**What is being asked**
Go from the first line below to the one with "middle tip: (421, 226)" and print each line exactly.

[Stored data entries]
-------------------------
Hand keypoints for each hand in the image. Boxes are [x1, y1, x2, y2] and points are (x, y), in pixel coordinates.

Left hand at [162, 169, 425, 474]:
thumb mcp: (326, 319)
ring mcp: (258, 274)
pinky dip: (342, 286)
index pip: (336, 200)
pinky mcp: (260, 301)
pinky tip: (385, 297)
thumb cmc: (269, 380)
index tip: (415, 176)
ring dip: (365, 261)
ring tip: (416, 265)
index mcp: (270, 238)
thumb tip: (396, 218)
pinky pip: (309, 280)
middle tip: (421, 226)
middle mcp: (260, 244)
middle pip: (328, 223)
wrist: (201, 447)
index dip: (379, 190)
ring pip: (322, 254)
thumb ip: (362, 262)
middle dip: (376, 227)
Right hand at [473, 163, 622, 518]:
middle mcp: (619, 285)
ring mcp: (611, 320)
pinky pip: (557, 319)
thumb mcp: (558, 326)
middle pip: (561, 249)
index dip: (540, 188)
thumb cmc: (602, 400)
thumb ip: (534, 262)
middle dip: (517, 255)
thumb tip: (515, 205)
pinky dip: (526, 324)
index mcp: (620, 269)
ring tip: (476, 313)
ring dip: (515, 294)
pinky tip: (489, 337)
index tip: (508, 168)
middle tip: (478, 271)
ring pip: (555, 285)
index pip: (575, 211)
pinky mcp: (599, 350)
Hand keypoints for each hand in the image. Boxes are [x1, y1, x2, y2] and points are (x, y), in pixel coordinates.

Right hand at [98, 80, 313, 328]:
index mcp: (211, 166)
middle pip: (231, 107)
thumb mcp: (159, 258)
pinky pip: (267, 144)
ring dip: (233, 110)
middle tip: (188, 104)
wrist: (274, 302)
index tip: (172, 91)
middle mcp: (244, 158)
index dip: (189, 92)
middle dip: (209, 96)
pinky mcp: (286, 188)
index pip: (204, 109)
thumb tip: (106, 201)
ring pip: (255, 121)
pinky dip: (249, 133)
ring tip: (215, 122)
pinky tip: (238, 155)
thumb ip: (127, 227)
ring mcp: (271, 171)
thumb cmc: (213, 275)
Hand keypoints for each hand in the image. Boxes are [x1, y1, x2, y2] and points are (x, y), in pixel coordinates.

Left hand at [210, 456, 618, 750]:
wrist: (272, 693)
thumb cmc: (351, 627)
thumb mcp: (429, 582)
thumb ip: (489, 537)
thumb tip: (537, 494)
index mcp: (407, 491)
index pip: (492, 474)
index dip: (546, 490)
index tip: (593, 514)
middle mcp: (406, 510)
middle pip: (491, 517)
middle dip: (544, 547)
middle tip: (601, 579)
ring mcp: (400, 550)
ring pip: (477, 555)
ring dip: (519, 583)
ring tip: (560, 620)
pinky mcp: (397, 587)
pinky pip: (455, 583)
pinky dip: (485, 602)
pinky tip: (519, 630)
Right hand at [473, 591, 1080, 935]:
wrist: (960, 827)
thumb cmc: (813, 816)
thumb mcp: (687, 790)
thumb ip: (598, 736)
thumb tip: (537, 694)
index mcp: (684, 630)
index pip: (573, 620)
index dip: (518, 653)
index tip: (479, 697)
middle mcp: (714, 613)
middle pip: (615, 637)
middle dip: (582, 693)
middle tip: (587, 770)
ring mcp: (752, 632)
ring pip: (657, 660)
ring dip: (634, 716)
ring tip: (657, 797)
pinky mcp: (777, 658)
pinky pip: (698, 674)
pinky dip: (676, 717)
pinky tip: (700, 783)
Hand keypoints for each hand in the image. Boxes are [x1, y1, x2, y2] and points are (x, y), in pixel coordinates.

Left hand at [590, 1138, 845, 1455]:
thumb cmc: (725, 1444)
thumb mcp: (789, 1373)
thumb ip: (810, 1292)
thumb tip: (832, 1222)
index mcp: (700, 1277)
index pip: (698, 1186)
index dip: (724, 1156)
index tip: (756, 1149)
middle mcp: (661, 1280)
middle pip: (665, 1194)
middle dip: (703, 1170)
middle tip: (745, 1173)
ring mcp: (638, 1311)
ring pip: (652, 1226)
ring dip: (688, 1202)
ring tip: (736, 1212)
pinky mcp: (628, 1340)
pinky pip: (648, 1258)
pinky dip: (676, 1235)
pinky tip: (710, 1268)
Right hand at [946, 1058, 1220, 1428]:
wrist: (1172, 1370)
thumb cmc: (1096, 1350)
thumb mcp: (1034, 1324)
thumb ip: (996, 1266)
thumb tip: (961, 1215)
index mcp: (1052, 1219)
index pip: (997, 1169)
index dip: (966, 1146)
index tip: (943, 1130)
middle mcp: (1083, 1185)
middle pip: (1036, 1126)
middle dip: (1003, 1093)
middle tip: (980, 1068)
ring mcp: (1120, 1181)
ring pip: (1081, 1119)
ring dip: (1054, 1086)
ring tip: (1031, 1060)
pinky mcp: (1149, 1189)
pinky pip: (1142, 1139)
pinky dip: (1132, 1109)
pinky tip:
-------------------------
**Result below**
Hand keypoints for each hand in the image. Boxes are [x1, y1, x2, y2] and points are (x, y), in pixel coordinates.

Left hand at [162, 169, 425, 474]:
thumb mcp: (326, 319)
ring mcp: (258, 274)
pinky dip: (342, 286)
index pip: (336, 200)
pinky mcp: (260, 301)
pinky tip: (385, 297)
thumb cmc: (269, 380)
index tip: (415, 176)
ring dip: (365, 261)
ring tip: (416, 265)
index mcp: (270, 238)
thumb tip: (396, 218)
pinky pip: (309, 280)
middle tip: (421, 226)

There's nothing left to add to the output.